A task force, made up mostly of legal advocates with just one media representative and one public member, recommends keeping most state court documents shielded from public view. They would create a two-tier system: One for lawyers, their clients and so-called “judicial partners” who could access any case files and one for the public who could not view case files online. This is unacceptable and runs counter to the task force’s charge.

The Judicial Branch Transparency and Privacy Task Force was created by Maine Supreme Judicial Court Chief Justice Leigh Saufley after she lobbied lawmakers to approve the $15 million to digitize court records to ensure public access to its government.
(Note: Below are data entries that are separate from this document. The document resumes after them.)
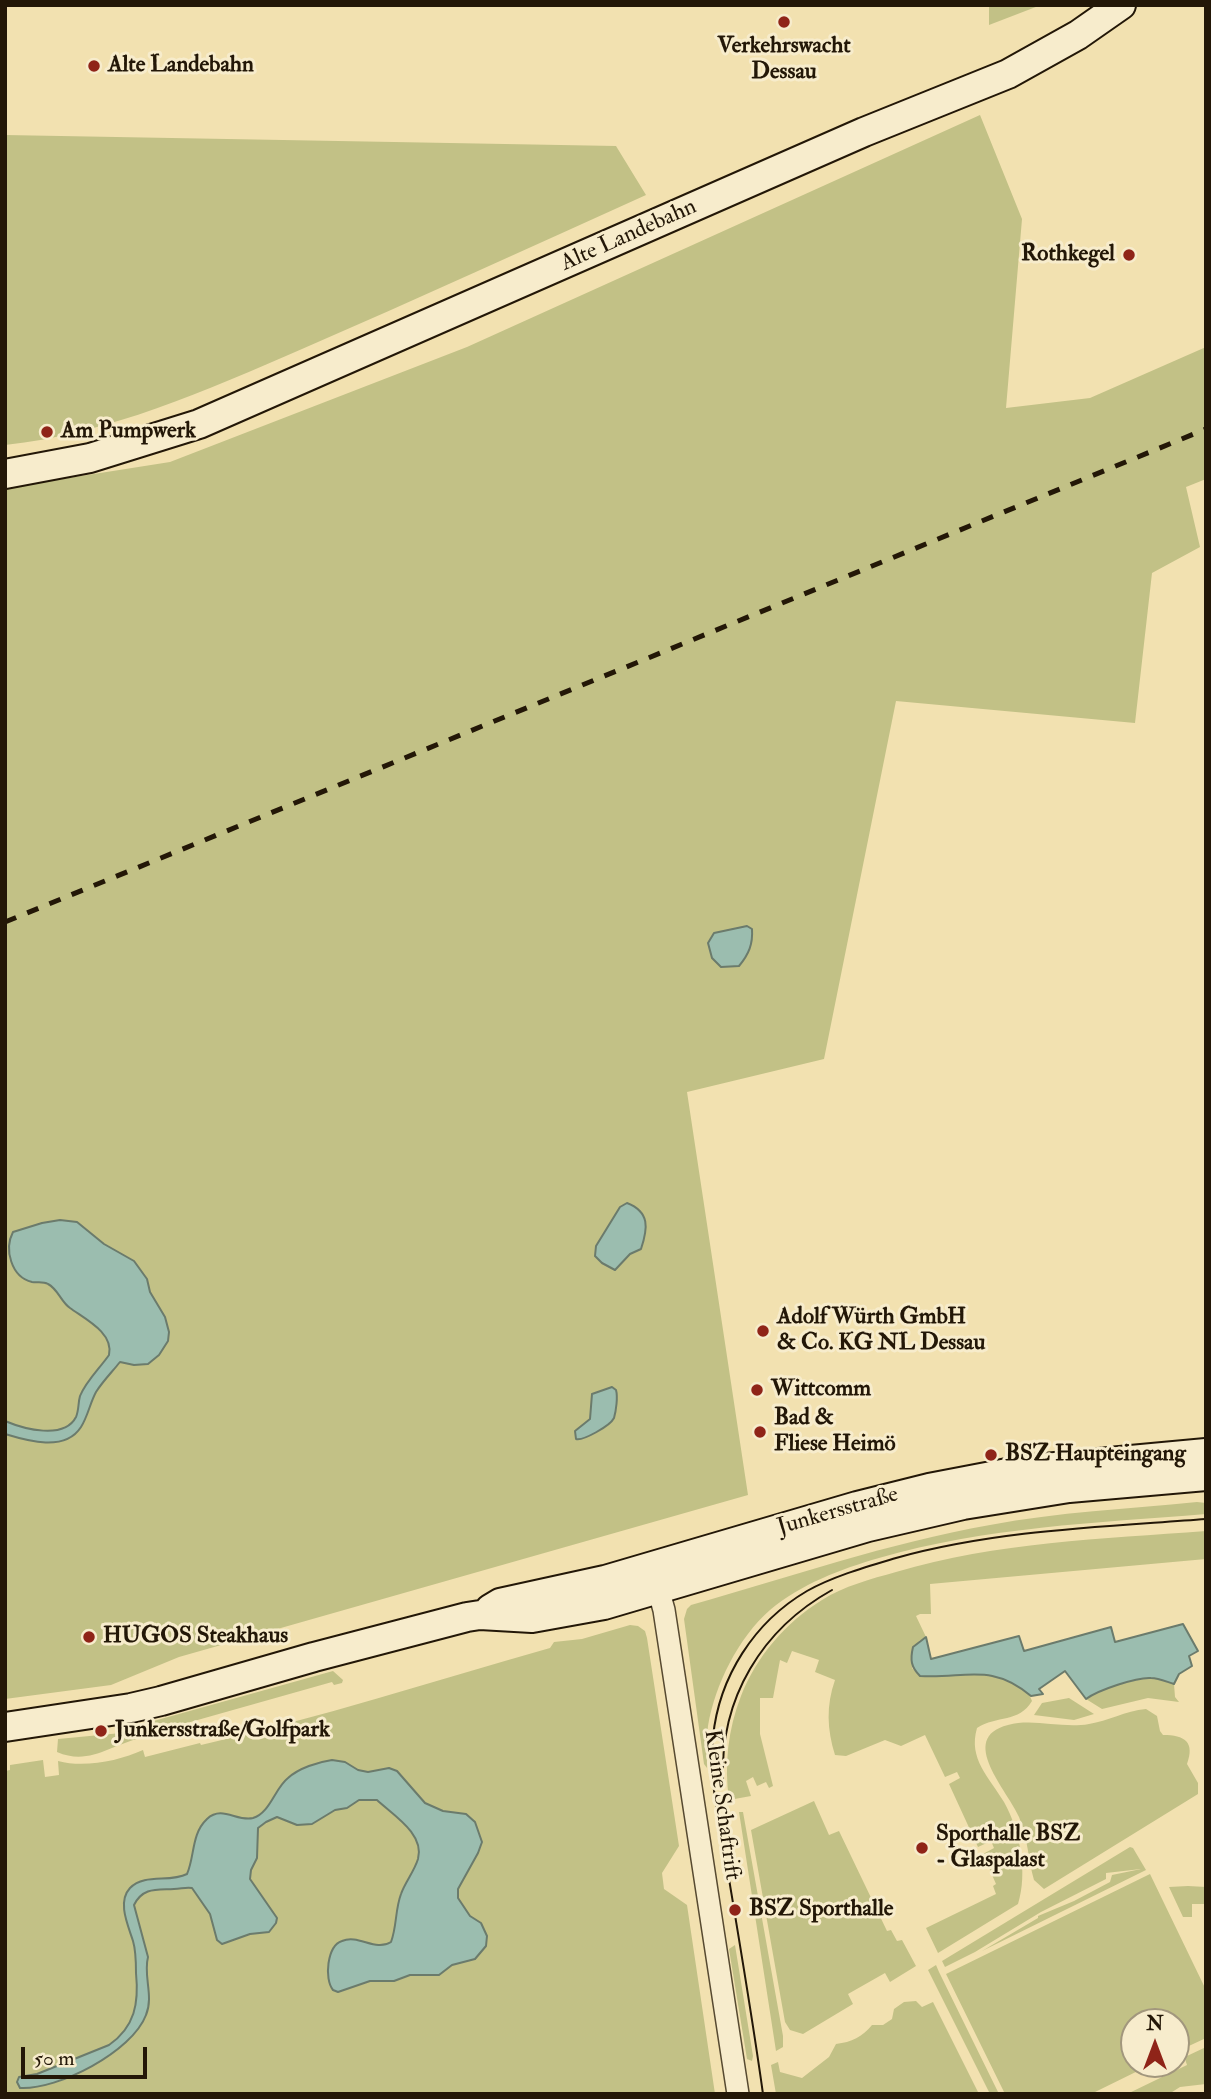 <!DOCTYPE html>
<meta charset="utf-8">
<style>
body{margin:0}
#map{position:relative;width:1211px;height:2099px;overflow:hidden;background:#f2e1b0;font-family:"IM FELL Double Pica",serif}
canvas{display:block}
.frame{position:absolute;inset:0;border:7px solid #231707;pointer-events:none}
.north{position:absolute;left:1120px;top:2008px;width:70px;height:70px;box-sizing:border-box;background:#f7eccc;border:2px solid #a2977d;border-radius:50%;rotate:0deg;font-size:19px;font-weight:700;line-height:28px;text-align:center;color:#231707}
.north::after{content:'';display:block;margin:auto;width:24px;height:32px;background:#8f2418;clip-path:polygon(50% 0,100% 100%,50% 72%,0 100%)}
.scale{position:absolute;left:21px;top:2047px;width:126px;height:32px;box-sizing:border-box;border:4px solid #231707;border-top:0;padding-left:9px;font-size:21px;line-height:24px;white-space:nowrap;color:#231707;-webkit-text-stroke:5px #f7eccc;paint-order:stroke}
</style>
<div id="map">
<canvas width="1211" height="2099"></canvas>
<div class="frame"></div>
<div class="north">N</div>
<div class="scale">50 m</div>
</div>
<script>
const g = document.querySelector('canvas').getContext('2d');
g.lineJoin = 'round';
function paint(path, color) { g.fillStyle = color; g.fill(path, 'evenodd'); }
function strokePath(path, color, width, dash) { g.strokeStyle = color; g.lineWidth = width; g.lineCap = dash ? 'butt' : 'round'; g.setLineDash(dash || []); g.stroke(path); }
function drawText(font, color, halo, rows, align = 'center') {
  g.font = font + ' "IM FELL Double Pica",serif'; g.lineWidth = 6; g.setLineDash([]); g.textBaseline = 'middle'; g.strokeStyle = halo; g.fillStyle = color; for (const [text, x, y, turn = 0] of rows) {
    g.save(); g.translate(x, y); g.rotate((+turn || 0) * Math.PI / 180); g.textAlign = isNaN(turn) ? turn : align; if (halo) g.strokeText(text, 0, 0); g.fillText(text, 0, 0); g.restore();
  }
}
paint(new Path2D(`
 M989,5H1041L989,25Z
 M980,115L1022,219L1006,408L1090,398L1206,347V479L1186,487L1200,547L1152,573L1135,723L896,701L824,1059L687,1092L748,1495L179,1657L111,1685L5,1699V488L170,462L467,347Z
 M5,135L616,146L646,195C531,247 417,299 302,349C207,390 109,434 5,445Z
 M1197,1502L1206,1503V1514C1096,1523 986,1527 879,1558C841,1569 801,1584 770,1610C738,1638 715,1685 708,1726C706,1740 707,1754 707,1768L704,1764L684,1619L687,1609L691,1605C790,1577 888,1543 990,1525C1058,1512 1128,1509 1197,1502Z
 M1206,1531V1559L930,1584L931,1614H920L916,1616L926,1637L919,1641L912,1668L920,1676C940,1678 957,1672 976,1673C994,1673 1026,1682 1032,1701C1019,1723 997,1715 977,1728C968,1759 989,1777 1004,1802C1020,1830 1028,1873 1018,1904L938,1953L926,1928L996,1894L993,1886L996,1884L983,1854L994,1848L991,1841L978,1847L949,1784L960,1778L957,1772L945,1777L925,1735L901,1746L885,1740L846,1756L835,1755C827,1729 826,1706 835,1680L815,1672L819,1660L792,1651L787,1663L780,1660L773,1698H760V1734L773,1786L769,1788L766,1782L757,1786L753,1777L746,1781L751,1796L729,1800C724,1765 728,1729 741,1696C757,1656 785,1623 822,1600C844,1586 871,1579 896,1572C997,1542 1102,1539 1206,1531Z
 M630,1625L638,1626L645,1631L647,1638L679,1846L662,1873L664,1889L687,1905L715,2094H5V1771L10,1770V1765L43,1760L45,1777L59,1775L58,1761C84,1768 119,1761 143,1750L145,1757L200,1743L201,1745C319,1718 434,1681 550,1648L554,1642L582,1639Z
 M333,1671L343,1680L342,1683L334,1685L332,1682L141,1736V1738C110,1745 89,1766 57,1752L58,1739L132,1732L143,1724Z
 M1153,1678L1174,1684L1175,1697L1179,1702L1148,1698L1102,1709L1086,1699C1102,1687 1134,1679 1153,1678Z
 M1069,1698L1094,1714L1074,1720L1034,1715L1042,1703Z
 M1146,1709L1157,1716L1160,1731L1163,1735C1185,1735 1195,1742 1187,1764L1198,1783V1794L1044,1889L1034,1880C1028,1859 1028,1838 1019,1817C1009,1792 956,1738 1008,1725C1034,1718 1062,1729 1089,1724C1108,1721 1125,1711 1146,1709Z
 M814,1801L829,1835L839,1831L887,1931L891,1930L897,1941L902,1940L916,1966L890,1982L885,1973L848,1994L853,2004L803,2034L790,2030L785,2022L751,1830Z
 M739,1812H743L783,2036V2047L776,2051Z
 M1130,1847L1133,1848L1146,1870L982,1951L1038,1918V1916L1074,1901L1110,1882L1112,1875L1141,1869L1106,1873V1879L1041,1912L975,1952L945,1967L942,1961Z
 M1150,1874L1206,1990V2038L1176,2052V2022H1134V2064H1152L1091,2094H1005L946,1974Z
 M1188,1886L1206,1887V1904H1192V1917H1183L1169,1887Z
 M735,1945L753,2056L752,2061L747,2059L729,1949Z
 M936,1965L939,1972L999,2094H990L928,1970Z
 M916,2001L922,2007L933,2002L979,2094H776L771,2065L778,2062L780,2072L802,2078L829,2057L836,2044C852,2042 862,2037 872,2025H883L892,2019L894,2009L904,2002Z
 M1206,2047V2084L1180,2087L1169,2094H1127L1187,2065L1185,2059L1187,2056Z`), '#c2c186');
const water = new Path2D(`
 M747,926L752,929C753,944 749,954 739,966L721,967L712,958L708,943L714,933Z
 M627,1203C650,1212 648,1228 641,1249L630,1254L615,1270L602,1263L595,1256L596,1246L620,1207Z
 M60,1220L77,1222L104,1244L134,1261L147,1279L150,1292L165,1317L169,1332L168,1341L159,1355L148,1364L134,1365L120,1362C112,1372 103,1381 96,1392C90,1403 88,1416 81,1427C65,1452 28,1441 5,1434V1421C24,1429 64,1440 76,1417C79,1410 78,1403 80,1396C86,1381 100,1368 109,1355C114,1333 85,1319 70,1308C61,1302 58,1289 48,1284C43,1281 37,1283 32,1282C11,1277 4,1249 13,1232L42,1223Z
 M612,1387L616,1390C618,1397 616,1411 614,1418C610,1426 583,1441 576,1439L575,1431L590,1419L592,1394Z
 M1183,1624L1198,1651L1189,1656L1192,1666L1179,1674L1174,1684C1167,1682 1159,1678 1151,1678C1137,1677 1098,1690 1086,1699L1065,1671L1039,1689L1043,1694L1031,1696C991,1662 965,1679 920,1676C911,1667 910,1660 913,1647L926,1637L931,1659L1019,1636L1024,1651L1111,1627L1115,1642Z
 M332,1760L345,1762L358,1770L368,1772L389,1768L397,1771L425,1803L443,1811L466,1814L475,1822L482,1842L478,1853L458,1889V1898L470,1916L481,1923L487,1936L486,1946L475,1959L452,1965L439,1975H410L394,1981H370L338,1992L333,1990C324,1979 327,1946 342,1941C359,1934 375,1952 391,1942C397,1926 395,1910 401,1894C405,1882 414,1872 418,1859C425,1834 393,1815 377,1800H359L347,1808L335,1810L312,1824L297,1825L277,1817L266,1822L258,1828L257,1858L251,1870L250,1879L277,1918L276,1923L269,1932L250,1934L222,1944L217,1940L210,1914L192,1888C185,1887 181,1889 174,1889C157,1890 143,1887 134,1905L148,1957C143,1976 154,1996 146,2015C132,2052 58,2090 20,2088L17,2082L19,2077L37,2074L109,2045C135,2027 139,2003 136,1973C136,1962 136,1951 133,1941C128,1925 117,1902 130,1888C145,1873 169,1883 187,1874C195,1856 191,1834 207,1819C222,1805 237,1822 253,1818C270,1813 275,1788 288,1778C299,1768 318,1762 332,1760Z`);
paint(water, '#9bbdaf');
strokePath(water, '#6b7b6c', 2);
const minor = new Path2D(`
 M654,1574L664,1610L738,2094`);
const secondary = new Path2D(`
 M5,474L90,458L199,424L864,132L1008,74L1078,35L1121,5
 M490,1609L500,1603L605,1580L857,1506L929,1488L1023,1470L1206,1453
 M5,1727L131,1708L161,1701L314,1657L467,1617L480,1615L532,1618L604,1605L868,1527L963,1505L1069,1488L1206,1476`);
strokePath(minor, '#574a31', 24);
strokePath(secondary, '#231707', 32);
strokePath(minor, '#f7eccc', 21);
strokePath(secondary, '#f7eccc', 28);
strokePath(new Path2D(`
 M723,1779C720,1698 762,1629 832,1590
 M763,2094C753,2022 741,1951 729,1879C722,1833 708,1784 713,1737C719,1677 754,1622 807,1591C834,1576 866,1567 896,1558C997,1530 1102,1527 1206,1519`), '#231707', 2);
strokePath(new Path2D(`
 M5,922L1206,429`), '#231707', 5, [12, 12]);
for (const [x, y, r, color] of [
 [784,22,7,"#8f2418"],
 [94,66,7,"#8f2418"],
 [1129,255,7,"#8f2418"],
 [47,432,7,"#8f2418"],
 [763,1331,7,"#8f2418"],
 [757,1390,7,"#8f2418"],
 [760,1432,7,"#8f2418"],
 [991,1455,7,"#8f2418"],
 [89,1637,7,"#8f2418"],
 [101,1731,7,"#8f2418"],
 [922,1848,7,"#8f2418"],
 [735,1910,7,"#8f2418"]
]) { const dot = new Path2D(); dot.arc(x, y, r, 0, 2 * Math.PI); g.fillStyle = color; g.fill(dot); strokePath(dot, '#f7eccc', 2.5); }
drawText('bold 23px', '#231707', '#f7eccc', [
 ["Verkehrswacht",784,47,"center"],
 ["Dessau",784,73,"center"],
 ["Alte Landebahn",108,66],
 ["Rothkegel",1115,255,"right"],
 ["Am Pumpwerk",61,432],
 ["Adolf Würth GmbH",777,1318],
 ["& Co. KG NL Dessau",777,1344],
 ["Wittcomm",771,1390],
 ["Bad &",774,1419],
 ["Fliese Heimö",774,1445],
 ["BSZ Haupteingang",1005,1455],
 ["HUGOS Steakhaus",103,1637],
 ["Junkersstraße/Golfpark",115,1731],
 ["Sporthalle BSZ",936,1835],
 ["- Glaspalast",936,1861],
 ["BSZ Sporthalle",749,1910]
], 'left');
drawText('23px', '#231707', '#f7eccc', [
 ["Alte Landebahn",629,236,-24],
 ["Junkersstraße",838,1512,-16],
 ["Kleine Schaftrift",721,1805,82]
]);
</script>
The state budget approved earlier this year authorizes the judiciary to issue up to $15 million in bonds to digitize court records.

“I know that I don’t have to tell you, the Maine Legislature, that the public deserves electronic access to its government,” Saufley told a joint assembly of the House and Senate in February 2014. “I can go online from anywhere and find the pending bills, the sponsors and committee assignments, the status of those bills, both in the committee and on the floor, the language of proposed amendments, committee hearing dates, and all written testimony.

“We seek nothing less for Maine people’s access to justice,” she continued. “Case information, schedules and public documents should be easily accessible. And the system must be carefully designed to assure that certain private information, such as Social Security numbers or victims’ addresses, are well protected.”

We understand the concerns about not making personal, private information available online, but the task force strayed very far from Saufley’s vision of protecting truly private information in its recommendation that only court-generated documents, such as docket sheets and hearing schedules, be publicly available online.

With some limited exceptions, court files are currently available to members of the public — if they go to the courthouse and request to review them. The task force is right that there is a difference between going to a courthouse to request to look at a paper case file and being able to scroll through case files via a computer anywhere in the world. But federal courts and courts in other states have found ways to balance privacy concerns with putting a fuller array of court documents online.

“If a paper document is available to the public at a courthouse, it should also be available to the public if the document is online,” said Jim Campbell, president of the Maine Freedom of Information Coalition. “This is the premise under which the Legislature funded the electronic filing of court records project.”

The task force should look for ways to shield truly private information that don’t involve shutting the public out of the digitized record system it will pay for under the premise of making public records more accessible to the public.